[[ Data shown, beginning ]]

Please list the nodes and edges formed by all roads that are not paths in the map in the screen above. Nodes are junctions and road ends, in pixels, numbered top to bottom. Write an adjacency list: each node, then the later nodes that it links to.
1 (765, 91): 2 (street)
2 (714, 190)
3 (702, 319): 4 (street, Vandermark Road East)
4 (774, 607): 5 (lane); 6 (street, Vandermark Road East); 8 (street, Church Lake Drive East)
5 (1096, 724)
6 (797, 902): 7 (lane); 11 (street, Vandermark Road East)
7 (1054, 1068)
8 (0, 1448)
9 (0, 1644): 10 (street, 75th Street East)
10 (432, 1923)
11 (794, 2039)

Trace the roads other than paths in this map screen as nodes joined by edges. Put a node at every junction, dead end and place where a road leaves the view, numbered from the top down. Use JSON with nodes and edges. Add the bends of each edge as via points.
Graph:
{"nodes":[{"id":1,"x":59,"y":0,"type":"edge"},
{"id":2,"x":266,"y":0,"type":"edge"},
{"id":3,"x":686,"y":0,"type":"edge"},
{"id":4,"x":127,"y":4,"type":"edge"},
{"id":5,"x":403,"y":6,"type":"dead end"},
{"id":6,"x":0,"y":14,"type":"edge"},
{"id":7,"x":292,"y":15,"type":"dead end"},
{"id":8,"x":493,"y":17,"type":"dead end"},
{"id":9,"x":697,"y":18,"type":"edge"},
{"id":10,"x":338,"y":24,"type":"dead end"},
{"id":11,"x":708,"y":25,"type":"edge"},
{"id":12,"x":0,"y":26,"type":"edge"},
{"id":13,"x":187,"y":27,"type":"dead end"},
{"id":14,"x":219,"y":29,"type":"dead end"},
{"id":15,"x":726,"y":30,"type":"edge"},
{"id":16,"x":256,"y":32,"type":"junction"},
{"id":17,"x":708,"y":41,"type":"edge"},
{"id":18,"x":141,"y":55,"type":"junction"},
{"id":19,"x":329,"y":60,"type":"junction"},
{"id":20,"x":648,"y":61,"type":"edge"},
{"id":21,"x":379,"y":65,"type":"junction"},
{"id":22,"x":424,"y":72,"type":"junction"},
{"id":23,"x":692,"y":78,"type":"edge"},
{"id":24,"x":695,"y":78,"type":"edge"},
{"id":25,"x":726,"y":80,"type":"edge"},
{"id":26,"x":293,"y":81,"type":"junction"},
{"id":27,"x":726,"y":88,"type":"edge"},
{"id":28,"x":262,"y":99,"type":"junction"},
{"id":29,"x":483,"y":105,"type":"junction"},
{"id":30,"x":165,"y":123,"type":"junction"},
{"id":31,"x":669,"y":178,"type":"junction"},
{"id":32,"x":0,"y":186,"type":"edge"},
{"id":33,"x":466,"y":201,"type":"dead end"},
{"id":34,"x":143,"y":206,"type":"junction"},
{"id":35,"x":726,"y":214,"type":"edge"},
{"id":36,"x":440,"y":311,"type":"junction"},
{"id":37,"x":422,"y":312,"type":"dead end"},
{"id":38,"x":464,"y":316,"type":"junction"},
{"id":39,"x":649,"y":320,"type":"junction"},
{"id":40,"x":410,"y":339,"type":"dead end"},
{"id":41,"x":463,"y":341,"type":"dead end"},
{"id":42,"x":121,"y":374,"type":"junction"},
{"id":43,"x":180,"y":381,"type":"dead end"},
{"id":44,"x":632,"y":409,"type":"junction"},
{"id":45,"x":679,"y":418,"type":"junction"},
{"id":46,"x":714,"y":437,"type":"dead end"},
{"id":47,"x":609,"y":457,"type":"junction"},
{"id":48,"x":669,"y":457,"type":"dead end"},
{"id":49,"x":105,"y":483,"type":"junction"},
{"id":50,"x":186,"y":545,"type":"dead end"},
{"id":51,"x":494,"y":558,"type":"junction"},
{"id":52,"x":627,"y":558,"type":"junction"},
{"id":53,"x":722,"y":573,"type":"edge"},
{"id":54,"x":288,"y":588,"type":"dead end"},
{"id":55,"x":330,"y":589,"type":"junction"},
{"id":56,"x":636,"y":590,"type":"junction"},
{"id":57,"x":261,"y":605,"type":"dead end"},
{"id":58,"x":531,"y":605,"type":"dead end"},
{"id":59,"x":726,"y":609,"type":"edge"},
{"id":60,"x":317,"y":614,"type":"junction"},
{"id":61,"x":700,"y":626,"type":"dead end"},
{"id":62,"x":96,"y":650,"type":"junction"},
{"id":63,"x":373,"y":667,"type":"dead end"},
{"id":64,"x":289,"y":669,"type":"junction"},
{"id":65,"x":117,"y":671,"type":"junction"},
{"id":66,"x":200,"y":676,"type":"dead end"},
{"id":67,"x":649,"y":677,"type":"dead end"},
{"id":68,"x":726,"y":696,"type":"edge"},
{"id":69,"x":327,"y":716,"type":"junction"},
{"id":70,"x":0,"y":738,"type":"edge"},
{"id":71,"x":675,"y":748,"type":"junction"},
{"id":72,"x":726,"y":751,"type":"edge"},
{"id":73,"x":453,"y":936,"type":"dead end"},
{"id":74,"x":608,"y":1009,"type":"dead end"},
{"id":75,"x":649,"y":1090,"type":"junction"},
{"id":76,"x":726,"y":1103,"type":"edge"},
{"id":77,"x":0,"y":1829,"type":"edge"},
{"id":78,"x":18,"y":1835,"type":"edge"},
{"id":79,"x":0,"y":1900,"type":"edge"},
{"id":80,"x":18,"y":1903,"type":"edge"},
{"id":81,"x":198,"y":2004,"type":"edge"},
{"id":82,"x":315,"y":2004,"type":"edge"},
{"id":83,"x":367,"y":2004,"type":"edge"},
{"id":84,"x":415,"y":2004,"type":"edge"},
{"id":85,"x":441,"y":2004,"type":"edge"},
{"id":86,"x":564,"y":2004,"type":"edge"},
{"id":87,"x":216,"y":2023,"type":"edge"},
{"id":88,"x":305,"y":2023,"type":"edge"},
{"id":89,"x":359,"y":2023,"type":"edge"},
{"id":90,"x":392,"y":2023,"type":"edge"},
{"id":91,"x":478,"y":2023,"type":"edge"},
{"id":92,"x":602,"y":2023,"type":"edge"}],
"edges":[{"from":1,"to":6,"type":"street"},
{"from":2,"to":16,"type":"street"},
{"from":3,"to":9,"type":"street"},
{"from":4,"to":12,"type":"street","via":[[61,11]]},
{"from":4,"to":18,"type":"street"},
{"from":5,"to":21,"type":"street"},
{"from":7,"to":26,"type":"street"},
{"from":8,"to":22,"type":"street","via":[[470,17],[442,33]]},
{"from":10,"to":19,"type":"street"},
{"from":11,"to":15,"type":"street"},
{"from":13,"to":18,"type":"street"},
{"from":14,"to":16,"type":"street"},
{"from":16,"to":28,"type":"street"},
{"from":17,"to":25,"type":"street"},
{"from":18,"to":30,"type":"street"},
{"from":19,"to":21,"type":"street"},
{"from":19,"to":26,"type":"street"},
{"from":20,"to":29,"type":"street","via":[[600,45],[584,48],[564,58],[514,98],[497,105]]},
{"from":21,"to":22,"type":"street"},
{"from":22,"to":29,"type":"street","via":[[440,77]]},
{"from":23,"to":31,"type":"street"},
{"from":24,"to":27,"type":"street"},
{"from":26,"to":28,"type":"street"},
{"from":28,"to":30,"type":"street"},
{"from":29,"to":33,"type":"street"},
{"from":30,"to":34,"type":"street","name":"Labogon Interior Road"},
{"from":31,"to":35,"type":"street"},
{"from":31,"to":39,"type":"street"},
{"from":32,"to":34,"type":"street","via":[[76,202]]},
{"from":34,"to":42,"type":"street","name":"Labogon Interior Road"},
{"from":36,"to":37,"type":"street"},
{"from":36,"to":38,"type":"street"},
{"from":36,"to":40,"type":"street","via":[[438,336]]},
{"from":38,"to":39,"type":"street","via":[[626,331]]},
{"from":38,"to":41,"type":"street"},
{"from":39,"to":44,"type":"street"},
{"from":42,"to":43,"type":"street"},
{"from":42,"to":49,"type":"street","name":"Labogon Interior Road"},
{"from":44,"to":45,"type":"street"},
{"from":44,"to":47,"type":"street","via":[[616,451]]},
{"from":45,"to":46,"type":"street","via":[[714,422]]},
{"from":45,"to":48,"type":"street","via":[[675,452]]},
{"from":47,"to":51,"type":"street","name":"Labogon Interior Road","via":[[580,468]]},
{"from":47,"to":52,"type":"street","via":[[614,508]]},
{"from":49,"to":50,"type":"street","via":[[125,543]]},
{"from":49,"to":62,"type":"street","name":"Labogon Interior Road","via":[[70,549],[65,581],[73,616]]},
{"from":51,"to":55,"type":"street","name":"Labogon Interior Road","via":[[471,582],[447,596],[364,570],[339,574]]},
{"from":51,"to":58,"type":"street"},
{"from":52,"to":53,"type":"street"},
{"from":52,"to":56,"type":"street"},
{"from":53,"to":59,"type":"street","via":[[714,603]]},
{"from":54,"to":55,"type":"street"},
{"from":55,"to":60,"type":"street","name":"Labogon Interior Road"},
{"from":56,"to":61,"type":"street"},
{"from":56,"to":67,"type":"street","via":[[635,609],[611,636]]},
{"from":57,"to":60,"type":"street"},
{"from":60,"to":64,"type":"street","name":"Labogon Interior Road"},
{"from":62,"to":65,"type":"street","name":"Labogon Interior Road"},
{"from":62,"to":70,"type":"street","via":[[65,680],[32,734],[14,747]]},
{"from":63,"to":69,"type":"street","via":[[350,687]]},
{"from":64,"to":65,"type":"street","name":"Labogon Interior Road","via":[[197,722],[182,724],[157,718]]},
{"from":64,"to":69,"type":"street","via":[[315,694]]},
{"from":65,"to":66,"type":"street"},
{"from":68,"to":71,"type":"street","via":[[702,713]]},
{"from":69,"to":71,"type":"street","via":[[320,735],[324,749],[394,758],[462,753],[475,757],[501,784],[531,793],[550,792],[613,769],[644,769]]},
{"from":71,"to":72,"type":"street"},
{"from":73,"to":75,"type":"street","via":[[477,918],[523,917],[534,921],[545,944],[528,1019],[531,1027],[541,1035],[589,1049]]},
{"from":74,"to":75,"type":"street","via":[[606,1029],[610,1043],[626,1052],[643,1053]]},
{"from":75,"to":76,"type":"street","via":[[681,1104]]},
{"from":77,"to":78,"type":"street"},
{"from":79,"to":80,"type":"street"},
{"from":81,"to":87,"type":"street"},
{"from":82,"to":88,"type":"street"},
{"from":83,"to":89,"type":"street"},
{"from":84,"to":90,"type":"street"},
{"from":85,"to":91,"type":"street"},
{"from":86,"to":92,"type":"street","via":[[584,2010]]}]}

[[ Data shown, end ]]

Problem requirements:
Retype exactly the lines from the first line of the records above through the line containing "Trace the roads", both included, and nothing else.

Exercise output:
Please list the nodes and edges formed by all roads that are not paths in the map in the screen above. Nodes are junctions and road ends, in pixels, numbered top to bottom. Write an adjacency list: each node, then the later nodes that it links to.
1 (765, 91): 2 (street)
2 (714, 190)
3 (702, 319): 4 (street, Vandermark Road East)
4 (774, 607): 5 (lane); 6 (street, Vandermark Road East); 8 (street, Church Lake Drive East)
5 (1096, 724)
6 (797, 902): 7 (lane); 11 (street, Vandermark Road East)
7 (1054, 1068)
8 (0, 1448)
9 (0, 1644): 10 (street, 75th Street East)
10 (432, 1923)
11 (794, 2039)

Trace the roads other than paths in this map screen as nodes joined by edges. Put a node at every junction, dead end and place where a road leaves the view, numbered from the top down. Use JSON with nodes and edges. Add the bends of each edge as via points.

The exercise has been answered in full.